● Exercise prompt
Keeping every word in place, write out the entries that come next.

+--

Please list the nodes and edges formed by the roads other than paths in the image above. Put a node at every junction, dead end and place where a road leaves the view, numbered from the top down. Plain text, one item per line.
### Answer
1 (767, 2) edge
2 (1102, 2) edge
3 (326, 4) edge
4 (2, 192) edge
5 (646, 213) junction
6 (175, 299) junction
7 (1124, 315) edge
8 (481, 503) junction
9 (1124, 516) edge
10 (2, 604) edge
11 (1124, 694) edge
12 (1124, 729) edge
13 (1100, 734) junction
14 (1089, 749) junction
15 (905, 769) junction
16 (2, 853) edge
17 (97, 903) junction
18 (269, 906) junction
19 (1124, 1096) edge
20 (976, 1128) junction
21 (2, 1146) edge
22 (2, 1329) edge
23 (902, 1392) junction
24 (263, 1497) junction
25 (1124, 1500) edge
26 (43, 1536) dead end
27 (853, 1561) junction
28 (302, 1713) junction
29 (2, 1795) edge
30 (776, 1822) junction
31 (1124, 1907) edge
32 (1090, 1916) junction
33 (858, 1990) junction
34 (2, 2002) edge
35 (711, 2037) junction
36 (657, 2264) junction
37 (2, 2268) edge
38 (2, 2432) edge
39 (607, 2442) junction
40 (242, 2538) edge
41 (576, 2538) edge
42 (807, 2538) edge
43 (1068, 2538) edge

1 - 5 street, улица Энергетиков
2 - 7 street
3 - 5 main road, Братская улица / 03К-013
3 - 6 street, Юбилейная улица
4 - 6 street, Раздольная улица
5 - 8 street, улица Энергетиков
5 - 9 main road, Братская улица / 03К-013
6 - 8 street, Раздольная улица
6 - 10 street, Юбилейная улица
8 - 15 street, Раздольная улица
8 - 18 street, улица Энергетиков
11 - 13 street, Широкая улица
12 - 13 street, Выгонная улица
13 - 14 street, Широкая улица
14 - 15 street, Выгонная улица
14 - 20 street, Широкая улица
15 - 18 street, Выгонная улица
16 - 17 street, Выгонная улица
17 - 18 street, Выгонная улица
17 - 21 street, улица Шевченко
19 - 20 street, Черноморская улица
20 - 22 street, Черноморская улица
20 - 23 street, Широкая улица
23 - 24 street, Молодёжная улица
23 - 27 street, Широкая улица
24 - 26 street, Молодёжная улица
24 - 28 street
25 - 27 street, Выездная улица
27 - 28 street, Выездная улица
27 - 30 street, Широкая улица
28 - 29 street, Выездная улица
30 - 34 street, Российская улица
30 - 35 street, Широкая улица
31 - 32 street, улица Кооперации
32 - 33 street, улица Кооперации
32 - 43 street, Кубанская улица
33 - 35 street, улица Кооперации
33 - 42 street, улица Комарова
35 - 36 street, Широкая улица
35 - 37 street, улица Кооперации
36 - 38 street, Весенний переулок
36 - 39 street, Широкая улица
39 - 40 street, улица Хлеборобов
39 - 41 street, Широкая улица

+--

● Reply
Please list the nodes and edges formed by the roads other than paths in the image above. Put a node at every junction, dead end and place where a road leaves the view, numbered from the top down. Plain text, one item per line.
### Answer
1 (767, 2) edge
2 (1102, 2) edge
3 (326, 4) edge
4 (2, 192) edge
5 (646, 213) junction
6 (175, 299) junction
7 (1124, 315) edge
8 (481, 503) junction
9 (1124, 516) edge
10 (2, 604) edge
11 (1124, 694) edge
12 (1124, 729) edge
13 (1100, 734) junction
14 (1089, 749) junction
15 (905, 769) junction
16 (2, 853) edge
17 (97, 903) junction
18 (269, 906) junction
19 (1124, 1096) edge
20 (976, 1128) junction
21 (2, 1146) edge
22 (2, 1329) edge
23 (902, 1392) junction
24 (263, 1497) junction
25 (1124, 1500) edge
26 (43, 1536) dead end
27 (853, 1561) junction
28 (302, 1713) junction
29 (2, 1795) edge
30 (776, 1822) junction
31 (1124, 1907) edge
32 (1090, 1916) junction
33 (858, 1990) junction
34 (2, 2002) edge
35 (711, 2037) junction
36 (657, 2264) junction
37 (2, 2268) edge
38 (2, 2432) edge
39 (607, 2442) junction
40 (242, 2538) edge
41 (576, 2538) edge
42 (807, 2538) edge
43 (1068, 2538) edge

1 - 5 street, улица Энергетиков
2 - 7 street
3 - 5 main road, Братская улица / 03К-013
3 - 6 street, Юбилейная улица
4 - 6 street, Раздольная улица
5 - 8 street, улица Энергетиков
5 - 9 main road, Братская улица / 03К-013
6 - 8 street, Раздольная улица
6 - 10 street, Юбилейная улица
8 - 15 street, Раздольная улица
8 - 18 street, улица Энергетиков
11 - 13 street, Широкая улица
12 - 13 street, Выгонная улица
13 - 14 street, Широкая улица
14 - 15 street, Выгонная улица
14 - 20 street, Широкая улица
15 - 18 street, Выгонная улица
16 - 17 street, Выгонная улица
17 - 18 street, Выгонная улица
17 - 21 street, улица Шевченко
19 - 20 street, Черноморская улица
20 - 22 street, Черноморская улица
20 - 23 street, Широкая улица
23 - 24 street, Молодёжная улица
23 - 27 street, Широкая улица
24 - 26 street, Молодёжная улица
24 - 28 street
25 - 27 street, Выездная улица
27 - 28 street, Выездная улица
27 - 30 street, Широкая улица
28 - 29 street, Выездная улица
30 - 34 street, Российская улица
30 - 35 street, Широкая улица
31 - 32 street, улица Кооперации
32 - 33 street, улица Кооперации
32 - 43 street, Кубанская улица
33 - 35 street, улица Кооперации
33 - 42 street, улица Комарова
35 - 36 street, Широкая улица
35 - 37 street, улица Кооперации
36 - 38 street, Весенний переулок
36 - 39 street, Широкая улица
39 - 40 street, улица Хлеборобов
39 - 41 street, Широкая улица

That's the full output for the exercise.